DATA SHOWN:
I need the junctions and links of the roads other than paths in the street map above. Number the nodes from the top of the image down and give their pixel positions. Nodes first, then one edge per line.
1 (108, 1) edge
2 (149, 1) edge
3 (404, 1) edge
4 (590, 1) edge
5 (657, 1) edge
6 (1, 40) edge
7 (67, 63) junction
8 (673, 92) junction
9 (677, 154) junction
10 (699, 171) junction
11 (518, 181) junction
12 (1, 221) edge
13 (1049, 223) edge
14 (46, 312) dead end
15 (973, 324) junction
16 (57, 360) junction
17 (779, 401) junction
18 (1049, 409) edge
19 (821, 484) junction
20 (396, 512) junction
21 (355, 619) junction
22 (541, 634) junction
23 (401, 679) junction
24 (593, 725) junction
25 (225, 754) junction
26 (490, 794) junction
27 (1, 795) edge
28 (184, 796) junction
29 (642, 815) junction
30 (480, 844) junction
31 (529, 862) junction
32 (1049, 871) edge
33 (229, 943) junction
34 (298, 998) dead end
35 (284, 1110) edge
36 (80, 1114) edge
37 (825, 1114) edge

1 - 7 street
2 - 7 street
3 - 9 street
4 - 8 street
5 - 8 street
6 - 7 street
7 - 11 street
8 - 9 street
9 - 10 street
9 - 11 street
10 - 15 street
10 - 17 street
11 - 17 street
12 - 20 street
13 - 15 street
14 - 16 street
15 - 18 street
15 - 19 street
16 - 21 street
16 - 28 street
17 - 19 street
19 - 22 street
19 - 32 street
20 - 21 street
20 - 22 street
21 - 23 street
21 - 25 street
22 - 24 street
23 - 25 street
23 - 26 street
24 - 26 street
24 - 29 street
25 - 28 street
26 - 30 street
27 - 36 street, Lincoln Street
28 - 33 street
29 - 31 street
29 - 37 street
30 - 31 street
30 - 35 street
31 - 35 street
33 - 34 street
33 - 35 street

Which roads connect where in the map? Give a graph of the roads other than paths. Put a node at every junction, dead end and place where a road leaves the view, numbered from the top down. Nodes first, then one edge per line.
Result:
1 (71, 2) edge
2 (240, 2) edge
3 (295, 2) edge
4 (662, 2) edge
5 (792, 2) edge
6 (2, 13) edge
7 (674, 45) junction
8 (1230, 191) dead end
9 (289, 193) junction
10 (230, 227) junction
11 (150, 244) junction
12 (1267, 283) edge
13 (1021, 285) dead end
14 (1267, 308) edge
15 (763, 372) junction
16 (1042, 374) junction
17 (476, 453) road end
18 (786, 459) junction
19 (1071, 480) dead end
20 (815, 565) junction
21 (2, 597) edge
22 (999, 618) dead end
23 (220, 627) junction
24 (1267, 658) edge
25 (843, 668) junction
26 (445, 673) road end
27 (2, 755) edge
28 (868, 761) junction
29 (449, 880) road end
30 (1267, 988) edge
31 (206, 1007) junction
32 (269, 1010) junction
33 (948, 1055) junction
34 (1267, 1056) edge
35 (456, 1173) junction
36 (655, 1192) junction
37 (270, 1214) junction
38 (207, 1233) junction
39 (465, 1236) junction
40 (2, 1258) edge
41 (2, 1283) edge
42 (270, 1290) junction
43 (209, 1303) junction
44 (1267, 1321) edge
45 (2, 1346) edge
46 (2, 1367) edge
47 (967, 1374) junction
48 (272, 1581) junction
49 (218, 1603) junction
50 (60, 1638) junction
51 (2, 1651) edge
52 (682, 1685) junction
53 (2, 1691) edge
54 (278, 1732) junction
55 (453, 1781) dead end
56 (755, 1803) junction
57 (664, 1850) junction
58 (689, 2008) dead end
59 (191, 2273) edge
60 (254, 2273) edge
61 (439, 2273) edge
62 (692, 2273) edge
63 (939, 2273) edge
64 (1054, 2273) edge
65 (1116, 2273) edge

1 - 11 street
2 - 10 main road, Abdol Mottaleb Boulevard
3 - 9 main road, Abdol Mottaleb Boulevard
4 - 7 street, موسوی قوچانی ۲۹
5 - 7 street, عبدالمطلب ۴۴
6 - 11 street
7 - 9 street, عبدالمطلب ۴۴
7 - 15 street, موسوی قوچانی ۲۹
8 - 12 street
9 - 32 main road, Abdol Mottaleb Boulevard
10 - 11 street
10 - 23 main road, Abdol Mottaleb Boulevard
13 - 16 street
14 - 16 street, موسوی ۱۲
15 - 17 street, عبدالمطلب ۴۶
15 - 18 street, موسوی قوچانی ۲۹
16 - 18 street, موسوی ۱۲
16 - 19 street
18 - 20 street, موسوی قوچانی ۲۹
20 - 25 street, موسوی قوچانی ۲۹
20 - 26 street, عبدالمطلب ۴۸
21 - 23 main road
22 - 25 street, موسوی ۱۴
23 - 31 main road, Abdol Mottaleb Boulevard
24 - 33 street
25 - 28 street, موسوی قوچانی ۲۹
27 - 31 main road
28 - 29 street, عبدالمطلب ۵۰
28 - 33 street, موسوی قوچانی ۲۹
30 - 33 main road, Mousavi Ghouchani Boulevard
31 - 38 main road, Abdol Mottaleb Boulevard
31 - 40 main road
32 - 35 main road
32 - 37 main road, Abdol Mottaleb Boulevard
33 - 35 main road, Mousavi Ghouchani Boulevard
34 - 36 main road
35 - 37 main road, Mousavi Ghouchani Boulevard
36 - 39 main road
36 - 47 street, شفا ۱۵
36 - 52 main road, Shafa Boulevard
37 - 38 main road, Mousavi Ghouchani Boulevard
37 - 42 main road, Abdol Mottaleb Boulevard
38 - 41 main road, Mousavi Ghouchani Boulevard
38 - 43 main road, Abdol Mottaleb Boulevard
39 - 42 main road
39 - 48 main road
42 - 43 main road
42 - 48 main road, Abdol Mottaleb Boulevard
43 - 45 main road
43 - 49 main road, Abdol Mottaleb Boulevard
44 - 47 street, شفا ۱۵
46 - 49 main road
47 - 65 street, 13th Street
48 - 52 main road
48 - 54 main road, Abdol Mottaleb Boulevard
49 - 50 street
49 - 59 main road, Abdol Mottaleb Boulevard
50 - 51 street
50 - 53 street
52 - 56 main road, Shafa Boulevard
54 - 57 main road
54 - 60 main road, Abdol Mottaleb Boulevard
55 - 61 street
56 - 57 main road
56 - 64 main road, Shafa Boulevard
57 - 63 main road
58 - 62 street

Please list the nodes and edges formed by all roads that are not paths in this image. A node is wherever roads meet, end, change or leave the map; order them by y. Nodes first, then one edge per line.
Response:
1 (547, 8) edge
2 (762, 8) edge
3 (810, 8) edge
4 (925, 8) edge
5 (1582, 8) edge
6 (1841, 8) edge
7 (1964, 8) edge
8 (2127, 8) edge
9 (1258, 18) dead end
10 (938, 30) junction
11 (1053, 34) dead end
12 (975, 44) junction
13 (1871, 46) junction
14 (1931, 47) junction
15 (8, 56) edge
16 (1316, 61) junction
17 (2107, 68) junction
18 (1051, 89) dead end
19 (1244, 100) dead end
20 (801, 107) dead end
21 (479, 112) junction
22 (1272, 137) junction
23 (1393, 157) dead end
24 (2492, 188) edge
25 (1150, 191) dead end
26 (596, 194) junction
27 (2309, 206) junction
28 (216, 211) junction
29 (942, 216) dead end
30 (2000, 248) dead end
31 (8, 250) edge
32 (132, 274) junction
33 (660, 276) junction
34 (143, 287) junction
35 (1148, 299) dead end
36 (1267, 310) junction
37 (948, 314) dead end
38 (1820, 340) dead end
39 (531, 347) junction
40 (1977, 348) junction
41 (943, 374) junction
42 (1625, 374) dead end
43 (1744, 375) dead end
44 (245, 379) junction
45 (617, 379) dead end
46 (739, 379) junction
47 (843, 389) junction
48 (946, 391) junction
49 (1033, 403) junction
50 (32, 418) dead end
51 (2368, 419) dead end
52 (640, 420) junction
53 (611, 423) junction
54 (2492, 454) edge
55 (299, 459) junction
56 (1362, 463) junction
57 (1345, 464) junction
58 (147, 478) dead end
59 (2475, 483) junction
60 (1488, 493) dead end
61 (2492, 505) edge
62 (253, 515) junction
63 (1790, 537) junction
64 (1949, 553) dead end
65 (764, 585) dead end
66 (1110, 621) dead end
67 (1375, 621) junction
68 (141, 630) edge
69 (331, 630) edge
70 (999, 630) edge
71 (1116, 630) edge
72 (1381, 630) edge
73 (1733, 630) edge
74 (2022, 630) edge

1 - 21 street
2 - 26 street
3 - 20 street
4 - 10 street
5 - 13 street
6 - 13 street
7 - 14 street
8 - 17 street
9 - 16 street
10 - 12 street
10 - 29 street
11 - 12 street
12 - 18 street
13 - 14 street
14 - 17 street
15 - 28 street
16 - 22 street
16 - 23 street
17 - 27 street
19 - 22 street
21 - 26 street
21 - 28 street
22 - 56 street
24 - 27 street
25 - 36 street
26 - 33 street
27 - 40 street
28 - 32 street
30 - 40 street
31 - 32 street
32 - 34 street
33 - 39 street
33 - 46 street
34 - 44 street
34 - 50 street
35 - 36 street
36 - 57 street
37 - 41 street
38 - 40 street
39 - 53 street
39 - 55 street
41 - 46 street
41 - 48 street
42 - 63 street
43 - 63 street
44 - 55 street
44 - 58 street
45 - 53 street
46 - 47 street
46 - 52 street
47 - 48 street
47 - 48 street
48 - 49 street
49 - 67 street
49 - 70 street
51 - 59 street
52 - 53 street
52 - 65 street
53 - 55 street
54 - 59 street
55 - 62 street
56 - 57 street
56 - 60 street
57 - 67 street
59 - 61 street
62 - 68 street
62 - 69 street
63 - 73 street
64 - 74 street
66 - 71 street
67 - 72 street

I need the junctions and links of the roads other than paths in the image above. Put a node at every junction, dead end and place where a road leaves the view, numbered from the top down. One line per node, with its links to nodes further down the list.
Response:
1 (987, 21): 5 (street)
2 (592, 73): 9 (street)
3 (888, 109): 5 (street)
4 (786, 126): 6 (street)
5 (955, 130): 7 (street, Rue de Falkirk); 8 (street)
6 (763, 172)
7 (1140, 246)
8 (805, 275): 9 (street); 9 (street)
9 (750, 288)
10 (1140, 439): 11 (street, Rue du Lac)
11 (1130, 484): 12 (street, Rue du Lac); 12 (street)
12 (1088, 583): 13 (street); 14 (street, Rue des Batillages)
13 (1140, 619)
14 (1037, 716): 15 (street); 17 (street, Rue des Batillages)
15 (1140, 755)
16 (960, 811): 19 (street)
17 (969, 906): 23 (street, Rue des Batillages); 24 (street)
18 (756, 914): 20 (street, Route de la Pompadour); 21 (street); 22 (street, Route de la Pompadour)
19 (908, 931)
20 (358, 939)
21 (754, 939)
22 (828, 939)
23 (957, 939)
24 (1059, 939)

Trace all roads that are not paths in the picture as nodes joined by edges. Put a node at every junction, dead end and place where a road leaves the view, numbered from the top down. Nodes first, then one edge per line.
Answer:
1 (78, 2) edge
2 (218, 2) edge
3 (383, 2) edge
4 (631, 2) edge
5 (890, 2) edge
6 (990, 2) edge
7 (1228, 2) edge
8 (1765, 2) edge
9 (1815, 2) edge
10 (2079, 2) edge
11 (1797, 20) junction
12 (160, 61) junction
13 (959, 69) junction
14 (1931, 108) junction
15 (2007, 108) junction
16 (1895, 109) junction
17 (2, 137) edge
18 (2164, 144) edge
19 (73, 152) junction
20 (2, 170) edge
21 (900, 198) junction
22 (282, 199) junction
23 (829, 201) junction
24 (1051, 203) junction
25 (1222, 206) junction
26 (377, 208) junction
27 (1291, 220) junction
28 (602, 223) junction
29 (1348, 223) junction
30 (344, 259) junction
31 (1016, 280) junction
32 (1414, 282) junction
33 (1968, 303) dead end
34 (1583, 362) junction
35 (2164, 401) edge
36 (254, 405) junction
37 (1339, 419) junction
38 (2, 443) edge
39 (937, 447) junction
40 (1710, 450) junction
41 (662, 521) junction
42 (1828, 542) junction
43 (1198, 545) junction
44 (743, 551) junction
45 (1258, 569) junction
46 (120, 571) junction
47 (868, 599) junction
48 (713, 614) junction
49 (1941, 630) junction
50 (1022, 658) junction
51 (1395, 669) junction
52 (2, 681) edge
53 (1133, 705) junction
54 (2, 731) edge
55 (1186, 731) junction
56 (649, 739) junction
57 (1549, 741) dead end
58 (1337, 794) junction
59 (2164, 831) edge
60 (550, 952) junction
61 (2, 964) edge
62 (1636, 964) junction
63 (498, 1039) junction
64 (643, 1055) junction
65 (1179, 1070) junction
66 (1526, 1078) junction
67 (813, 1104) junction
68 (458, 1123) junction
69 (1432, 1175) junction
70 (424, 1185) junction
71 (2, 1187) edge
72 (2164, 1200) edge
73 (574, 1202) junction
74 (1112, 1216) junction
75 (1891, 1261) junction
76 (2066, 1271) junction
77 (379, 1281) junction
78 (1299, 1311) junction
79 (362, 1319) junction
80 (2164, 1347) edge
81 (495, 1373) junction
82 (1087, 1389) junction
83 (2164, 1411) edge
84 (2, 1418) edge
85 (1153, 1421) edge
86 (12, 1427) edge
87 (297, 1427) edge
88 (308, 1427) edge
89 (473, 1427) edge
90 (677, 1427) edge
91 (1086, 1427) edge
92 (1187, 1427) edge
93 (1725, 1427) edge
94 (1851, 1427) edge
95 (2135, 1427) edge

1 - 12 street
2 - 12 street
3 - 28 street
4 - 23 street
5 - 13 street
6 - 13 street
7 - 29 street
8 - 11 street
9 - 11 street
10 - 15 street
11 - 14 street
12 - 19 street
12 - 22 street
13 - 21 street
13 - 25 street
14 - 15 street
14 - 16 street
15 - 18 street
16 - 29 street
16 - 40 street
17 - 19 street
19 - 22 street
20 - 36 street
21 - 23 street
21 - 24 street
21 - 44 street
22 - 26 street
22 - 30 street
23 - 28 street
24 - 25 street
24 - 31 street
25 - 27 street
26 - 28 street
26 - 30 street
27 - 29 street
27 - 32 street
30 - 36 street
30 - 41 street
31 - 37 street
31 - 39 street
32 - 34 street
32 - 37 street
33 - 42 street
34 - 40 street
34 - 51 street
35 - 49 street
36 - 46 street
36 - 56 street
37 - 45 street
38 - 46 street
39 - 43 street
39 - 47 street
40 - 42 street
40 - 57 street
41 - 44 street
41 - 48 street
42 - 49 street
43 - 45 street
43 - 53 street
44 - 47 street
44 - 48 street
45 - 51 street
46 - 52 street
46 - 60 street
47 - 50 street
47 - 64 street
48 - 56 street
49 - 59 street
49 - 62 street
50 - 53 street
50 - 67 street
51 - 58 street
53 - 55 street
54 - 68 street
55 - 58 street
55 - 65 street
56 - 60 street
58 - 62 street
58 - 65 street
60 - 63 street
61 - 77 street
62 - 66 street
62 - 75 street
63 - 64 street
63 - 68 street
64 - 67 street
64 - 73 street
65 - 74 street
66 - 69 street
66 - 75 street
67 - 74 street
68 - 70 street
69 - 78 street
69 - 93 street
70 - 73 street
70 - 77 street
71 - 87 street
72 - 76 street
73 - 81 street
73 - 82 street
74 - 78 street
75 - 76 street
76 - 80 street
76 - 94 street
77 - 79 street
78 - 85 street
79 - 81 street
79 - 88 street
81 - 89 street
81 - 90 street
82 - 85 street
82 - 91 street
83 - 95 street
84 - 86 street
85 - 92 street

REQUIREMENT: Only the lines above that hold "موسوی" are wanted. Show every one of them.

RESULT OF THIS EXERCISE:
4 - 7 street, موسوی قوچانی ۲۹
7 - 15 street, موسوی قوچانی ۲۹
14 - 16 street, موسوی ۱۲
15 - 18 street, موسوی قوچانی ۲۹
16 - 18 street, موسوی ۱۲
18 - 20 street, موسوی قوچانی ۲۹
20 - 25 street, موسوی قوچانی ۲۹
22 - 25 street, موسوی ۱۴
25 - 28 street, موسوی قوچانی ۲۹
28 - 33 street, موسوی قوچانی ۲۹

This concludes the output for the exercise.